Print out each record, keeping it identical to the original.

==== TASK INPUT

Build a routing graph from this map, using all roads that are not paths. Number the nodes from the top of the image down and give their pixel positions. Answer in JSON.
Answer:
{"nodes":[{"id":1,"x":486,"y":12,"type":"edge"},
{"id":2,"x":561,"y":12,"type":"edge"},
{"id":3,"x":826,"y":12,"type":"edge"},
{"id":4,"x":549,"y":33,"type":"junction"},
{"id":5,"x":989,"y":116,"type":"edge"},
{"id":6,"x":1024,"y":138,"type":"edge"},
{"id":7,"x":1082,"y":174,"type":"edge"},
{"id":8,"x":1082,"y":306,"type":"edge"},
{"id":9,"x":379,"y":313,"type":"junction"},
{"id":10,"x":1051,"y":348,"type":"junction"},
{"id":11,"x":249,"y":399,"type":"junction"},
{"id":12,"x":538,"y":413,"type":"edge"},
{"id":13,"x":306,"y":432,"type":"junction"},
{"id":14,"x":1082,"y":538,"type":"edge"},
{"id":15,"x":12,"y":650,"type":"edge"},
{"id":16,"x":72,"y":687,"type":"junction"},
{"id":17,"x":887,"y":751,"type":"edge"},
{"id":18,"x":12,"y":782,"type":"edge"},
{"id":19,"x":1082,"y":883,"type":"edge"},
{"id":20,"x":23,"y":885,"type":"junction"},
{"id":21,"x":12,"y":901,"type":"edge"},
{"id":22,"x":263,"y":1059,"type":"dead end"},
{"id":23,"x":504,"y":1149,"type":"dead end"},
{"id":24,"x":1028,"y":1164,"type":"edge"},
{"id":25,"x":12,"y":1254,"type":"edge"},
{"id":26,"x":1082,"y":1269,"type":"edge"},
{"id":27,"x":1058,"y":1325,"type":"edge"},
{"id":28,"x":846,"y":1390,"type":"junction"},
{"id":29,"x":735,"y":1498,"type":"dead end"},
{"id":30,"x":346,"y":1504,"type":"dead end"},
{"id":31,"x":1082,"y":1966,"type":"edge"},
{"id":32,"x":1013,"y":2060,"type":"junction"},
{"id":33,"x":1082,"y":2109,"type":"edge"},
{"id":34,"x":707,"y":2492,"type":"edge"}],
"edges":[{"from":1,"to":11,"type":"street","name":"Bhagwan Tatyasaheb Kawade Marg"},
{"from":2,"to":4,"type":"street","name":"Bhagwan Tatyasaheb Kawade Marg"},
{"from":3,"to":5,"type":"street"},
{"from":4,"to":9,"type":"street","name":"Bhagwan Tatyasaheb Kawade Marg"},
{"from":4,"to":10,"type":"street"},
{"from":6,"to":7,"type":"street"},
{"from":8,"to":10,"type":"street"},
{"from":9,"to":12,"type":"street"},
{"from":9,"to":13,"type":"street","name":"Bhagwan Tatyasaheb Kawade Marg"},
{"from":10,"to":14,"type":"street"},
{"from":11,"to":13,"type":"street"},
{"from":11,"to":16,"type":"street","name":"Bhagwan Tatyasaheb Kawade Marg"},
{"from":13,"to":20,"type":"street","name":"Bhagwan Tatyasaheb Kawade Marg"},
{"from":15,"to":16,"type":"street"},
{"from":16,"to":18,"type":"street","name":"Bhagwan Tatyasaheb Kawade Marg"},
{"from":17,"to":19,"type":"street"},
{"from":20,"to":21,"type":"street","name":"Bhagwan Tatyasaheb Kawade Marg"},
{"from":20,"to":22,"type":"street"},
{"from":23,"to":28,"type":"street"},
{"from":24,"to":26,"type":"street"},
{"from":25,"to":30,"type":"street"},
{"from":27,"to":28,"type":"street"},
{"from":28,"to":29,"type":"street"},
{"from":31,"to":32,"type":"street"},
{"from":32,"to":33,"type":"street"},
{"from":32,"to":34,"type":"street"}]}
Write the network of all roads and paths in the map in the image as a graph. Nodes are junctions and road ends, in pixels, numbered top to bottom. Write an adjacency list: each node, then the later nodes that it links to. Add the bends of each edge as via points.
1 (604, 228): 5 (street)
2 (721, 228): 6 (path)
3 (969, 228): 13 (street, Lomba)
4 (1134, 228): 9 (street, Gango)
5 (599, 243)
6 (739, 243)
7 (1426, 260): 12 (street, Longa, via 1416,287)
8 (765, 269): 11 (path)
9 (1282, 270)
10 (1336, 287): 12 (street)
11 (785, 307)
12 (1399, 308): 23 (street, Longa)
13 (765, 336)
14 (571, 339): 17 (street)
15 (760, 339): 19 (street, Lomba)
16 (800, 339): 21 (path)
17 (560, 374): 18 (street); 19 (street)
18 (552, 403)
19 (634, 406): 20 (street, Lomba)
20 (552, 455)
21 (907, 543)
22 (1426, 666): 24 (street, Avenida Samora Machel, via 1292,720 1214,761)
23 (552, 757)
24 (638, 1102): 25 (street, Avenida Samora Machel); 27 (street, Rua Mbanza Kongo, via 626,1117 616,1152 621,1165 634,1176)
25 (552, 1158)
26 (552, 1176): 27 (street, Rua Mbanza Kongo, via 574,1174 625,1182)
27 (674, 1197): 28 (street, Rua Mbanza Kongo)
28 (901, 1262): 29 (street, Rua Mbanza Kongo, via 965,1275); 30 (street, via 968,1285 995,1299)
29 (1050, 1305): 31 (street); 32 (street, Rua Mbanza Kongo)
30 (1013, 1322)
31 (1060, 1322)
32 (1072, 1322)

========

:: TASK RESPONSE ::
Build a routing graph from this map, using all roads that are not paths. Number the nodes from the top of the image down and give their pixel positions. Answer in JSON.
Answer:
{"nodes":[{"id":1,"x":486,"y":12,"type":"edge"},
{"id":2,"x":561,"y":12,"type":"edge"},
{"id":3,"x":826,"y":12,"type":"edge"},
{"id":4,"x":549,"y":33,"type":"junction"},
{"id":5,"x":989,"y":116,"type":"edge"},
{"id":6,"x":1024,"y":138,"type":"edge"},
{"id":7,"x":1082,"y":174,"type":"edge"},
{"id":8,"x":1082,"y":306,"type":"edge"},
{"id":9,"x":379,"y":313,"type":"junction"},
{"id":10,"x":1051,"y":348,"type":"junction"},
{"id":11,"x":249,"y":399,"type":"junction"},
{"id":12,"x":538,"y":413,"type":"edge"},
{"id":13,"x":306,"y":432,"type":"junction"},
{"id":14,"x":1082,"y":538,"type":"edge"},
{"id":15,"x":12,"y":650,"type":"edge"},
{"id":16,"x":72,"y":687,"type":"junction"},
{"id":17,"x":887,"y":751,"type":"edge"},
{"id":18,"x":12,"y":782,"type":"edge"},
{"id":19,"x":1082,"y":883,"type":"edge"},
{"id":20,"x":23,"y":885,"type":"junction"},
{"id":21,"x":12,"y":901,"type":"edge"},
{"id":22,"x":263,"y":1059,"type":"dead end"},
{"id":23,"x":504,"y":1149,"type":"dead end"},
{"id":24,"x":1028,"y":1164,"type":"edge"},
{"id":25,"x":12,"y":1254,"type":"edge"},
{"id":26,"x":1082,"y":1269,"type":"edge"},
{"id":27,"x":1058,"y":1325,"type":"edge"},
{"id":28,"x":846,"y":1390,"type":"junction"},
{"id":29,"x":735,"y":1498,"type":"dead end"},
{"id":30,"x":346,"y":1504,"type":"dead end"},
{"id":31,"x":1082,"y":1966,"type":"edge"},
{"id":32,"x":1013,"y":2060,"type":"junction"},
{"id":33,"x":1082,"y":2109,"type":"edge"},
{"id":34,"x":707,"y":2492,"type":"edge"}],
"edges":[{"from":1,"to":11,"type":"street","name":"Bhagwan Tatyasaheb Kawade Marg"},
{"from":2,"to":4,"type":"street","name":"Bhagwan Tatyasaheb Kawade Marg"},
{"from":3,"to":5,"type":"street"},
{"from":4,"to":9,"type":"street","name":"Bhagwan Tatyasaheb Kawade Marg"},
{"from":4,"to":10,"type":"street"},
{"from":6,"to":7,"type":"street"},
{"from":8,"to":10,"type":"street"},
{"from":9,"to":12,"type":"street"},
{"from":9,"to":13,"type":"street","name":"Bhagwan Tatyasaheb Kawade Marg"},
{"from":10,"to":14,"type":"street"},
{"from":11,"to":13,"type":"street"},
{"from":11,"to":16,"type":"street","name":"Bhagwan Tatyasaheb Kawade Marg"},
{"from":13,"to":20,"type":"street","name":"Bhagwan Tatyasaheb Kawade Marg"},
{"from":15,"to":16,"type":"street"},
{"from":16,"to":18,"type":"street","name":"Bhagwan Tatyasaheb Kawade Marg"},
{"from":17,"to":19,"type":"street"},
{"from":20,"to":21,"type":"street","name":"Bhagwan Tatyasaheb Kawade Marg"},
{"from":20,"to":22,"type":"street"},
{"from":23,"to":28,"type":"street"},
{"from":24,"to":26,"type":"street"},
{"from":25,"to":30,"type":"street"},
{"from":27,"to":28,"type":"street"},
{"from":28,"to":29,"type":"street"},
{"from":31,"to":32,"type":"street"},
{"from":32,"to":33,"type":"street"},
{"from":32,"to":34,"type":"street"}]}
Write the network of all roads and paths in the map in the image as a graph. Nodes are junctions and road ends, in pixels, numbered top to bottom. Write an adjacency list: each node, then the later nodes that it links to. Add the bends of each edge as via points.
1 (604, 228): 5 (street)
2 (721, 228): 6 (path)
3 (969, 228): 13 (street, Lomba)
4 (1134, 228): 9 (street, Gango)
5 (599, 243)
6 (739, 243)
7 (1426, 260): 12 (street, Longa, via 1416,287)
8 (765, 269): 11 (path)
9 (1282, 270)
10 (1336, 287): 12 (street)
11 (785, 307)
12 (1399, 308): 23 (street, Longa)
13 (765, 336)
14 (571, 339): 17 (street)
15 (760, 339): 19 (street, Lomba)
16 (800, 339): 21 (path)
17 (560, 374): 18 (street); 19 (street)
18 (552, 403)
19 (634, 406): 20 (street, Lomba)
20 (552, 455)
21 (907, 543)
22 (1426, 666): 24 (street, Avenida Samora Machel, via 1292,720 1214,761)
23 (552, 757)
24 (638, 1102): 25 (street, Avenida Samora Machel); 27 (street, Rua Mbanza Kongo, via 626,1117 616,1152 621,1165 634,1176)
25 (552, 1158)
26 (552, 1176): 27 (street, Rua Mbanza Kongo, via 574,1174 625,1182)
27 (674, 1197): 28 (street, Rua Mbanza Kongo)
28 (901, 1262): 29 (street, Rua Mbanza Kongo, via 965,1275); 30 (street, via 968,1285 995,1299)
29 (1050, 1305): 31 (street); 32 (street, Rua Mbanza Kongo)
30 (1013, 1322)
31 (1060, 1322)
32 (1072, 1322)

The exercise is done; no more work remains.